3)     We call for the cancellation of agreements on intellectual property that inhibit developing countries from providing adequate health care to their people; that block the transfer of technology, and that protect the interests of supranational organizations and facilitates their pilfering of cultural and genetic heritage of developing countries.

4)     We call for the exclusion of agriculture from the scope of the WTO and the ban on dumping practiced by multinational corporations. This means the lift of agricultural subsidies in industrialized countries, and the opening up of their markets to the agricultural products of developing countries. It also includes the right of developing countries to create national policies to develop and protect their agriculture and farmers. It also means the refusal of any measures that aim to monopolize the production of seeds through patents and genetic modification.

5)     We refuse to basic services (water, health, education, etc.) in trade agreements, since these are connected directly to the well being of people. These should remain under the control of people through their national institutions and not market forces and the purpose of quick gain.

6)     We refuse the inclusion of labor standards in WTO agreements and call for the adherence to the standards of the ILO.

7)     We refuse any transgression of international environmental treaties, and we call for the adherence of trade agreements and practices to the respect of environmental safety and health standards.

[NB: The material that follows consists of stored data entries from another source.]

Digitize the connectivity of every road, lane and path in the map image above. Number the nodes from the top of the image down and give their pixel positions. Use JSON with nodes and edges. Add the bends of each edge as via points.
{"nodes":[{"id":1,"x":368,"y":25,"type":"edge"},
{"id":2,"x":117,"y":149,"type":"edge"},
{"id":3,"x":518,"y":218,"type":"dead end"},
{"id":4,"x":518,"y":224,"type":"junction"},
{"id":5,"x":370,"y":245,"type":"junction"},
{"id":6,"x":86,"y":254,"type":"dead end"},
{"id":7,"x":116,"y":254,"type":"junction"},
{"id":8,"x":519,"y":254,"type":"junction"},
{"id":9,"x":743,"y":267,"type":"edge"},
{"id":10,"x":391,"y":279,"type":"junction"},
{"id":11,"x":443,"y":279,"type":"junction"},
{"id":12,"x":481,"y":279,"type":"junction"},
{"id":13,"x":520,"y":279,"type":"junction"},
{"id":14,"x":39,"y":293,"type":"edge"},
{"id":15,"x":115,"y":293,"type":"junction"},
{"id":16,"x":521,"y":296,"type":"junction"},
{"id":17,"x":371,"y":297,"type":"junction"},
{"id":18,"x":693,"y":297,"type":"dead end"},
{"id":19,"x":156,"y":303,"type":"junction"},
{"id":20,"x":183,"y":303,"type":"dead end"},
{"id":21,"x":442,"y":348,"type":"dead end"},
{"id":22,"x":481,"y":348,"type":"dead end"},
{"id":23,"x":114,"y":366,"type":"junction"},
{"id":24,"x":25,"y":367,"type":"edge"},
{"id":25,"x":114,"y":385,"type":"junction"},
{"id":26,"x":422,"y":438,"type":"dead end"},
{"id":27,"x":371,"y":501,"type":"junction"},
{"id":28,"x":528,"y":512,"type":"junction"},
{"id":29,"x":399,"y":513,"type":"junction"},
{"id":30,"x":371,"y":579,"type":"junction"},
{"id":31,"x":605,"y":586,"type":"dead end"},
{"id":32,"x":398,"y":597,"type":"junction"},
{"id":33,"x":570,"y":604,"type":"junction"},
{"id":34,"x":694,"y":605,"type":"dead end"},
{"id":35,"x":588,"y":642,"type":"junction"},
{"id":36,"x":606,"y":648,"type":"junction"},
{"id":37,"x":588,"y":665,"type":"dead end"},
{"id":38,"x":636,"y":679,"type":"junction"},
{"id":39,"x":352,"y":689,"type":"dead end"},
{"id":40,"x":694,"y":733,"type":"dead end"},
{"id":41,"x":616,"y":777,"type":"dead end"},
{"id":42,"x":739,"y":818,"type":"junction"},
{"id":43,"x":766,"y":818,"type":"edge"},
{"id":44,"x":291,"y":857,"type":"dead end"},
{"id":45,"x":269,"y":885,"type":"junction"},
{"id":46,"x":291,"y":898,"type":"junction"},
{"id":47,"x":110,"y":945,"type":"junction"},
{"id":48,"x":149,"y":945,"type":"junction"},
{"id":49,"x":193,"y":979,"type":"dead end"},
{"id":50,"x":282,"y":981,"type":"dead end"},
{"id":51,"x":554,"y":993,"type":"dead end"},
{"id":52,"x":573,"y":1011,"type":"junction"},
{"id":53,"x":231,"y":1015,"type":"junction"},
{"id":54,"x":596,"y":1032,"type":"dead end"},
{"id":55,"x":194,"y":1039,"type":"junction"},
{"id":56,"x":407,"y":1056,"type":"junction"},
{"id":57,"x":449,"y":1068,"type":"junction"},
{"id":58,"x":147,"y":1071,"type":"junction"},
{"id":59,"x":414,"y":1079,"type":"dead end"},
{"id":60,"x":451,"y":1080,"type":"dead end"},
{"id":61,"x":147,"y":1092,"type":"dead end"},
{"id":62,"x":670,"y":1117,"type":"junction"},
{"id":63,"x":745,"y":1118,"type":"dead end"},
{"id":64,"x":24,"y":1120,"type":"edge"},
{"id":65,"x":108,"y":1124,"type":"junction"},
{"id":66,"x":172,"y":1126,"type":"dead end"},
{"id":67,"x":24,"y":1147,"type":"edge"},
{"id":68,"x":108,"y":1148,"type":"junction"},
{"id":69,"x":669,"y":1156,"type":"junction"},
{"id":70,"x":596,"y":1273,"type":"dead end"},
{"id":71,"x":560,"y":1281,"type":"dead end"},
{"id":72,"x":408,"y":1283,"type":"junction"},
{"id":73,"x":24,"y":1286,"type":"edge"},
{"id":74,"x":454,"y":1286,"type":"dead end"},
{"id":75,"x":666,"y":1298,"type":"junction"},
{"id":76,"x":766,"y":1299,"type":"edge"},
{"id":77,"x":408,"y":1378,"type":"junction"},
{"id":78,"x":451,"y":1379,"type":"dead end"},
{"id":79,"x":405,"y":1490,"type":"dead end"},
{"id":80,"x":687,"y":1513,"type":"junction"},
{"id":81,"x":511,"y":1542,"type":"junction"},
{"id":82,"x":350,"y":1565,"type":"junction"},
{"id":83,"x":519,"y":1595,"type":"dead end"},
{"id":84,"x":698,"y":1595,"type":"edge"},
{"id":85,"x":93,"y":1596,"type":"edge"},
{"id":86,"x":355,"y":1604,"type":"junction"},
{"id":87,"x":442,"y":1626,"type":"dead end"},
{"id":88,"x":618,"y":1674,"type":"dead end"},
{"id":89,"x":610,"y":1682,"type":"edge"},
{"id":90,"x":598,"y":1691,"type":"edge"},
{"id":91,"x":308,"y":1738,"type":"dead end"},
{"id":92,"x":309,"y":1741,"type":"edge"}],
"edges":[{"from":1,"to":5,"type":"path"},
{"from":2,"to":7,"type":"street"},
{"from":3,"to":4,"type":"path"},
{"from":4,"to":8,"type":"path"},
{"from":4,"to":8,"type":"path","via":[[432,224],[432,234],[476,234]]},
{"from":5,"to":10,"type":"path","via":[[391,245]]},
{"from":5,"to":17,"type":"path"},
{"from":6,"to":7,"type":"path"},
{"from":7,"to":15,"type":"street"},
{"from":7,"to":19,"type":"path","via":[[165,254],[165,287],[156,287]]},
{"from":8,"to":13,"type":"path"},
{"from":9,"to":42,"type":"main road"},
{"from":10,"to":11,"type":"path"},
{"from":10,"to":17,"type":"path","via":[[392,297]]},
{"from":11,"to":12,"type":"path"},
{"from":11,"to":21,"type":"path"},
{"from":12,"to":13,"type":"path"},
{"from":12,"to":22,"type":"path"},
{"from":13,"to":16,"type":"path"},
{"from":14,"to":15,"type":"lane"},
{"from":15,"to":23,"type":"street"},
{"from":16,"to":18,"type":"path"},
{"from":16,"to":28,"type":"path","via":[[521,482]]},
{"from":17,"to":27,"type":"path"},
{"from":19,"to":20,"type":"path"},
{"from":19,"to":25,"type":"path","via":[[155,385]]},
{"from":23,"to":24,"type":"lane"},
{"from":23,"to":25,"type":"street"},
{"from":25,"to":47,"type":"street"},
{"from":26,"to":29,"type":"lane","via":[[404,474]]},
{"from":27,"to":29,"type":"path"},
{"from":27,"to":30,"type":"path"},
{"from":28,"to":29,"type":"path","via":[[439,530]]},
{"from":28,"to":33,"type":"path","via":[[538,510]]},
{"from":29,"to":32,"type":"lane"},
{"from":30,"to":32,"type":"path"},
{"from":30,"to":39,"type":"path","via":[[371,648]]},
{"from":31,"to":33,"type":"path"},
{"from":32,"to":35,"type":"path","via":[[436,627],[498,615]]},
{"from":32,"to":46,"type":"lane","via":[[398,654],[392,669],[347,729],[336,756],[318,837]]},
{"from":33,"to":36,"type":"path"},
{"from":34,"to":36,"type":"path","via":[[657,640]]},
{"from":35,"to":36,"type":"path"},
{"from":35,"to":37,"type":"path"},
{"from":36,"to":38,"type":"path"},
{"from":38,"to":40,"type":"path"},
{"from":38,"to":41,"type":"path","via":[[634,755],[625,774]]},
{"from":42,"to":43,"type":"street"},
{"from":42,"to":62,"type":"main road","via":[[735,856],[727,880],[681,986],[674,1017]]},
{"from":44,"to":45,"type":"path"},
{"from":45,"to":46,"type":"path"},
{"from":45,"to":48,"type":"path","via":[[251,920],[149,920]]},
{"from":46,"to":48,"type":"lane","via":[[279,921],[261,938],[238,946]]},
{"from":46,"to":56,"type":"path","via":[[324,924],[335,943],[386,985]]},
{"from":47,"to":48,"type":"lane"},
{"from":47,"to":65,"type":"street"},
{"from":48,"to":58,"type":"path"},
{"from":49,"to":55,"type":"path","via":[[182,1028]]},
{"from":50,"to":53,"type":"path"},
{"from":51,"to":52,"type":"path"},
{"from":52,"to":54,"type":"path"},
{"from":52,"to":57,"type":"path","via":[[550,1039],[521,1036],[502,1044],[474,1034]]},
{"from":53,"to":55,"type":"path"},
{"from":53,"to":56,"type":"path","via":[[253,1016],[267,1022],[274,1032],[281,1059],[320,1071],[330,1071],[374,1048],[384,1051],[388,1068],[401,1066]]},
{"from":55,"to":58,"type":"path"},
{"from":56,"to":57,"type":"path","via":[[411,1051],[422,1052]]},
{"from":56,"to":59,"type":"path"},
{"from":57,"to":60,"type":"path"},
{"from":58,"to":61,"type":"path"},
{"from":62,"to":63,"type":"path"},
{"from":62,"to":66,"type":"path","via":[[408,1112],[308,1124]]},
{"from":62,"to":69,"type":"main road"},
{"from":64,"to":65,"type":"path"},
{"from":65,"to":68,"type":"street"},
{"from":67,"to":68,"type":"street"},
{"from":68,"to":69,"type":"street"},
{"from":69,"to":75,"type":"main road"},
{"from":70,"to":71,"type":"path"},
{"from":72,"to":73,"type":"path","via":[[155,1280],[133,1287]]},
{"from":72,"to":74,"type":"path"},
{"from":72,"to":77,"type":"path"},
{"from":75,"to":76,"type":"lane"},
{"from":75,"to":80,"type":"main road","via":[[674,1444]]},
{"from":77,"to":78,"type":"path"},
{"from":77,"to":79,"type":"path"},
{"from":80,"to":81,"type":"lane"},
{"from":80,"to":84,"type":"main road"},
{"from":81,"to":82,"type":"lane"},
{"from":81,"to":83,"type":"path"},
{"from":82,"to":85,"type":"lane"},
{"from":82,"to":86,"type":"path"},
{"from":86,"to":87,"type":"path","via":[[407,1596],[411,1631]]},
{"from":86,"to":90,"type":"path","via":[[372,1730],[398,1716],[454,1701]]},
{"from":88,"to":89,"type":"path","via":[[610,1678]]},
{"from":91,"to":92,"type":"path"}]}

8)     We refuse the internal mechanisms of the WTO, especially its conflict resolution process, since they are neither democratic, nor transparent, nor do they provide equal representation in the decision-making process. We call for new mechanisms based on those conditions and the abilities of developing countries.

 

Global economy and global trade should follow the bases of the consolidation of global justice and equality. They should allow all countries to benefit from economic, scientific, and technological advancement. This way global trade will strengthen peace and global stability and not become an instrument in the creation of conflict and war.

Our world is not for sale and peoples’ lives and well being are not a material for trade.

The global protest movement that succeeded in stopping the meeting in Seattle two years ago, because of the accumulation of the struggle and coordination and solidarity between its components, is now capable of stopping the new round in Doha and in enforcing the respect of peoples’ rights and the rights of developing countries in particular to achieve development, social justice and peace.

Changing the location of WTO meetings from one country to another in order to avoid what happened in Seattle in 1999 will not solve the problem. What we demand is that the WTO changes its mechanisms and content, not the location of its meetings. If the WTO does not do so, then any meeting, wherever it may be, will become another Seattle.